◆ What needs to be done: Repeat, word for word, each of the records shown below, without their pictures.

[Opening Data shown section]

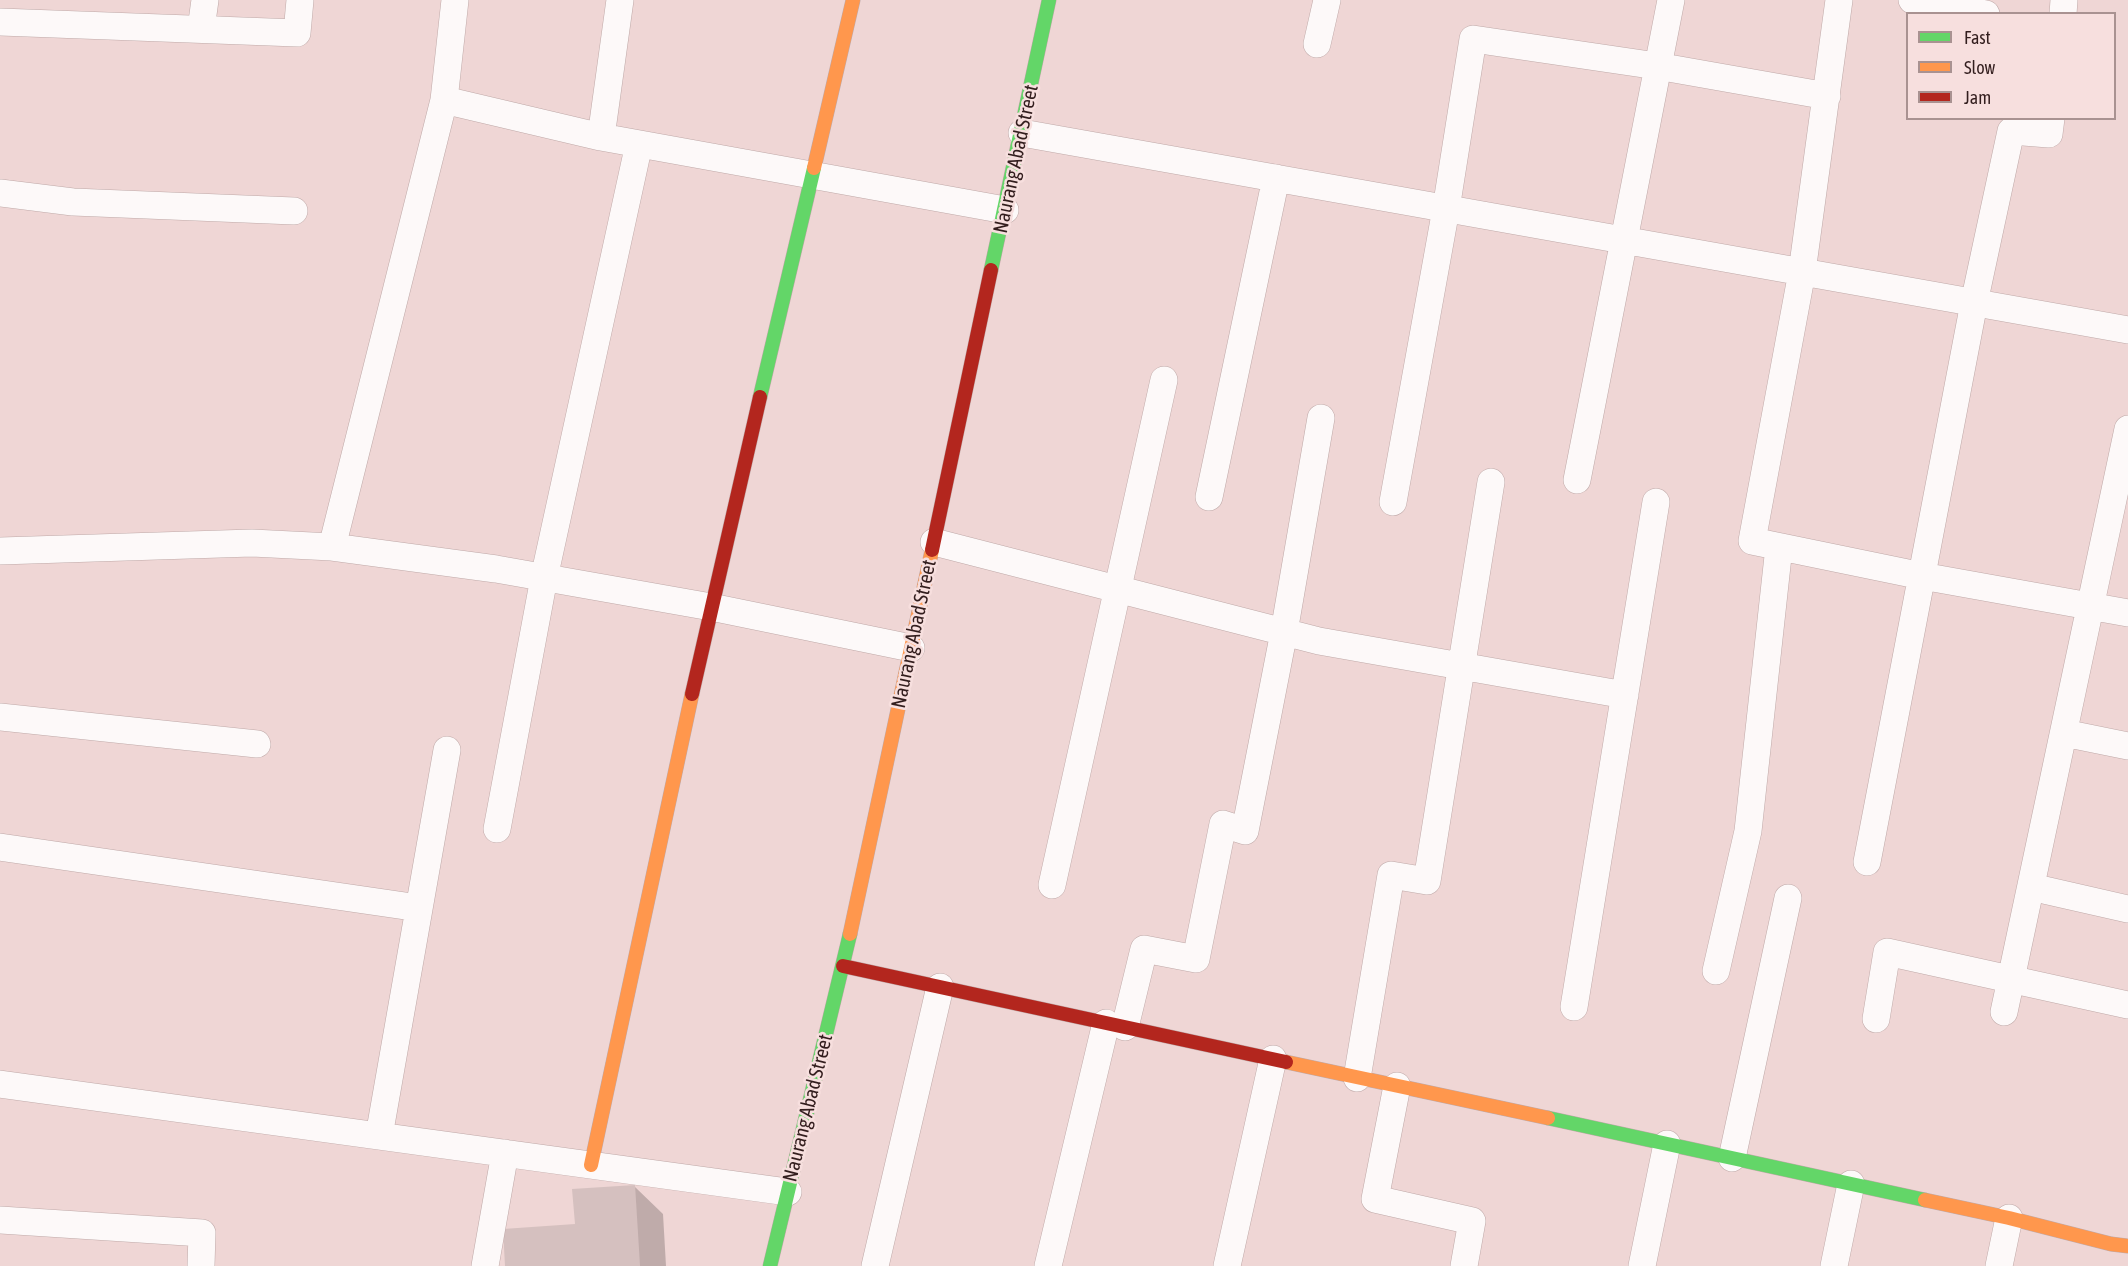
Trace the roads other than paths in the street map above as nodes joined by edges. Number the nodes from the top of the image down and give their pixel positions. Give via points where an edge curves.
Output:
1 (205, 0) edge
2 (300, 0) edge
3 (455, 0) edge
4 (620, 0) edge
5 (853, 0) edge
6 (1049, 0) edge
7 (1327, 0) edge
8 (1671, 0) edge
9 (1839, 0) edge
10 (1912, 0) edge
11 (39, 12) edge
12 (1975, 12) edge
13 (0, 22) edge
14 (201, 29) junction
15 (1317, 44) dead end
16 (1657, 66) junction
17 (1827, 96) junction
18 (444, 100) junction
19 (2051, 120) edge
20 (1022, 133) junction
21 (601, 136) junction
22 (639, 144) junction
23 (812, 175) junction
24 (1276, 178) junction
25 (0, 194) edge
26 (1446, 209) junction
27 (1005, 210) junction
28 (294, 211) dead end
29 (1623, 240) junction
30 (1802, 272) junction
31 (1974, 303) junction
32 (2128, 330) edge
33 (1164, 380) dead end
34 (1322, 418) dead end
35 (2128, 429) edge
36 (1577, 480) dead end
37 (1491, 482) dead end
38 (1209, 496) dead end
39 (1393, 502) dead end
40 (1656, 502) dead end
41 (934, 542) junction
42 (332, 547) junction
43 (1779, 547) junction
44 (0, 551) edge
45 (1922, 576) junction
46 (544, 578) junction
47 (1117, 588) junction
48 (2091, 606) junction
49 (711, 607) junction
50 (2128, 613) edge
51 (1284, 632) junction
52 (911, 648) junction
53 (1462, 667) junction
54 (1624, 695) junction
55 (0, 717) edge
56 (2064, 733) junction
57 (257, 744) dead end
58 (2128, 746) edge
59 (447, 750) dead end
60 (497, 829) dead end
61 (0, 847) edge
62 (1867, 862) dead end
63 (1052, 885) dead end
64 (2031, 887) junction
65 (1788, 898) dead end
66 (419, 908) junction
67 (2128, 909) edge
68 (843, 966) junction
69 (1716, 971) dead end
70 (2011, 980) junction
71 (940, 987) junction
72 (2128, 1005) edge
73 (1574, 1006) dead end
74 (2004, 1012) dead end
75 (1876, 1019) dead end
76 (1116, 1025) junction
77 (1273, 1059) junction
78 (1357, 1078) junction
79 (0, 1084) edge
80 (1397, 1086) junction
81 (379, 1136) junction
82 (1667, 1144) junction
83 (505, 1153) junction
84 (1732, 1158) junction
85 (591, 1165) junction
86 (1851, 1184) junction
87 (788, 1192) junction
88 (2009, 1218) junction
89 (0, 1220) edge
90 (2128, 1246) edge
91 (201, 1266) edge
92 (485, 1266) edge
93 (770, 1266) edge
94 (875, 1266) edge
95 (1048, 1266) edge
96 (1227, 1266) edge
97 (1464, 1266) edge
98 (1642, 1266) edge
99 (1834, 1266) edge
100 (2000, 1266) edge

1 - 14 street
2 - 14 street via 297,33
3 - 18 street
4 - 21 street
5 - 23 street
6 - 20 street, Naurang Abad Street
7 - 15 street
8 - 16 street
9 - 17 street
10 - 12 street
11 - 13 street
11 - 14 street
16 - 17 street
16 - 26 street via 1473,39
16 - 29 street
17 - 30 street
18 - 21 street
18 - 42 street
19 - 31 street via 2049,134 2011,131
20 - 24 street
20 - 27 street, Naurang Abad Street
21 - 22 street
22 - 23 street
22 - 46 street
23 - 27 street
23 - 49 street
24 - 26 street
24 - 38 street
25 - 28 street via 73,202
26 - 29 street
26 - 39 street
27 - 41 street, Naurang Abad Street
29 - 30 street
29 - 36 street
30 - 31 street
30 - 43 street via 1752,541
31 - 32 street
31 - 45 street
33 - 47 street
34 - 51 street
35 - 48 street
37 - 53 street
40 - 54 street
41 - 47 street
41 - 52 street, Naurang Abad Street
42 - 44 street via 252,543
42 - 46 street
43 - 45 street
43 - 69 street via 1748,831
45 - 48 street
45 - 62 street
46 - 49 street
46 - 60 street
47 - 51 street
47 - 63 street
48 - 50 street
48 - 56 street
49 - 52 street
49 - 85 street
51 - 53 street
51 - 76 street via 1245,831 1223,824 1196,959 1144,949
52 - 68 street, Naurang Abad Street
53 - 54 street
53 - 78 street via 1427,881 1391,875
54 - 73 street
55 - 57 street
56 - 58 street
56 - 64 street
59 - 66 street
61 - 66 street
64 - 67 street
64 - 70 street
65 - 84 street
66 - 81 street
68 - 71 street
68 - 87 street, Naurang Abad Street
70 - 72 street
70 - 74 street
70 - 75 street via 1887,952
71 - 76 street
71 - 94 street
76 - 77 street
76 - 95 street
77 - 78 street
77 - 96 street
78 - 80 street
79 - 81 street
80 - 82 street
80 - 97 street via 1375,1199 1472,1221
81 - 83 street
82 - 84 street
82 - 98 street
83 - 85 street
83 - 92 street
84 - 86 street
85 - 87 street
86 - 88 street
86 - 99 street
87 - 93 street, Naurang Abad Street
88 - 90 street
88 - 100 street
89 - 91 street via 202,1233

[Closing Data shown section]

◆ Reply:
Trace the roads other than paths in the street map above as nodes joined by edges. Number the nodes from the top of the image down and give their pixel positions. Give via points where an edge curves.
Output:
1 (205, 0) edge
2 (300, 0) edge
3 (455, 0) edge
4 (620, 0) edge
5 (853, 0) edge
6 (1049, 0) edge
7 (1327, 0) edge
8 (1671, 0) edge
9 (1839, 0) edge
10 (1912, 0) edge
11 (39, 12) edge
12 (1975, 12) edge
13 (0, 22) edge
14 (201, 29) junction
15 (1317, 44) dead end
16 (1657, 66) junction
17 (1827, 96) junction
18 (444, 100) junction
19 (2051, 120) edge
20 (1022, 133) junction
21 (601, 136) junction
22 (639, 144) junction
23 (812, 175) junction
24 (1276, 178) junction
25 (0, 194) edge
26 (1446, 209) junction
27 (1005, 210) junction
28 (294, 211) dead end
29 (1623, 240) junction
30 (1802, 272) junction
31 (1974, 303) junction
32 (2128, 330) edge
33 (1164, 380) dead end
34 (1322, 418) dead end
35 (2128, 429) edge
36 (1577, 480) dead end
37 (1491, 482) dead end
38 (1209, 496) dead end
39 (1393, 502) dead end
40 (1656, 502) dead end
41 (934, 542) junction
42 (332, 547) junction
43 (1779, 547) junction
44 (0, 551) edge
45 (1922, 576) junction
46 (544, 578) junction
47 (1117, 588) junction
48 (2091, 606) junction
49 (711, 607) junction
50 (2128, 613) edge
51 (1284, 632) junction
52 (911, 648) junction
53 (1462, 667) junction
54 (1624, 695) junction
55 (0, 717) edge
56 (2064, 733) junction
57 (257, 744) dead end
58 (2128, 746) edge
59 (447, 750) dead end
60 (497, 829) dead end
61 (0, 847) edge
62 (1867, 862) dead end
63 (1052, 885) dead end
64 (2031, 887) junction
65 (1788, 898) dead end
66 (419, 908) junction
67 (2128, 909) edge
68 (843, 966) junction
69 (1716, 971) dead end
70 (2011, 980) junction
71 (940, 987) junction
72 (2128, 1005) edge
73 (1574, 1006) dead end
74 (2004, 1012) dead end
75 (1876, 1019) dead end
76 (1116, 1025) junction
77 (1273, 1059) junction
78 (1357, 1078) junction
79 (0, 1084) edge
80 (1397, 1086) junction
81 (379, 1136) junction
82 (1667, 1144) junction
83 (505, 1153) junction
84 (1732, 1158) junction
85 (591, 1165) junction
86 (1851, 1184) junction
87 (788, 1192) junction
88 (2009, 1218) junction
89 (0, 1220) edge
90 (2128, 1246) edge
91 (201, 1266) edge
92 (485, 1266) edge
93 (770, 1266) edge
94 (875, 1266) edge
95 (1048, 1266) edge
96 (1227, 1266) edge
97 (1464, 1266) edge
98 (1642, 1266) edge
99 (1834, 1266) edge
100 (2000, 1266) edge

1 - 14 street
2 - 14 street via 297,33
3 - 18 street
4 - 21 street
5 - 23 street
6 - 20 street, Naurang Abad Street
7 - 15 street
8 - 16 street
9 - 17 street
10 - 12 street
11 - 13 street
11 - 14 street
16 - 17 street
16 - 26 street via 1473,39
16 - 29 street
17 - 30 street
18 - 21 street
18 - 42 street
19 - 31 street via 2049,134 2011,131
20 - 24 street
20 - 27 street, Naurang Abad Street
21 - 22 street
22 - 23 street
22 - 46 street
23 - 27 street
23 - 49 street
24 - 26 street
24 - 38 street
25 - 28 street via 73,202
26 - 29 street
26 - 39 street
27 - 41 street, Naurang Abad Street
29 - 30 street
29 - 36 street
30 - 31 street
30 - 43 street via 1752,541
31 - 32 street
31 - 45 street
33 - 47 street
34 - 51 street
35 - 48 street
37 - 53 street
40 - 54 street
41 - 47 street
41 - 52 street, Naurang Abad Street
42 - 44 street via 252,543
42 - 46 street
43 - 45 street
43 - 69 street via 1748,831
45 - 48 street
45 - 62 street
46 - 49 street
46 - 60 street
47 - 51 street
47 - 63 street
48 - 50 street
48 - 56 street
49 - 52 street
49 - 85 street
51 - 53 street
51 - 76 street via 1245,831 1223,824 1196,959 1144,949
52 - 68 street, Naurang Abad Street
53 - 54 street
53 - 78 street via 1427,881 1391,875
54 - 73 street
55 - 57 street
56 - 58 street
56 - 64 street
59 - 66 street
61 - 66 street
64 - 67 street
64 - 70 street
65 - 84 street
66 - 81 street
68 - 71 street
68 - 87 street, Naurang Abad Street
70 - 72 street
70 - 74 street
70 - 75 street via 1887,952
71 - 76 street
71 - 94 street
76 - 77 street
76 - 95 street
77 - 78 street
77 - 96 street
78 - 80 street
79 - 81 street
80 - 82 street
80 - 97 street via 1375,1199 1472,1221
81 - 83 street
82 - 84 street
82 - 98 street
83 - 85 street
83 - 92 street
84 - 86 street
85 - 87 street
86 - 88 street
86 - 99 street
87 - 93 street, Naurang Abad Street
88 - 90 street
88 - 100 street
89 - 91 street via 202,1233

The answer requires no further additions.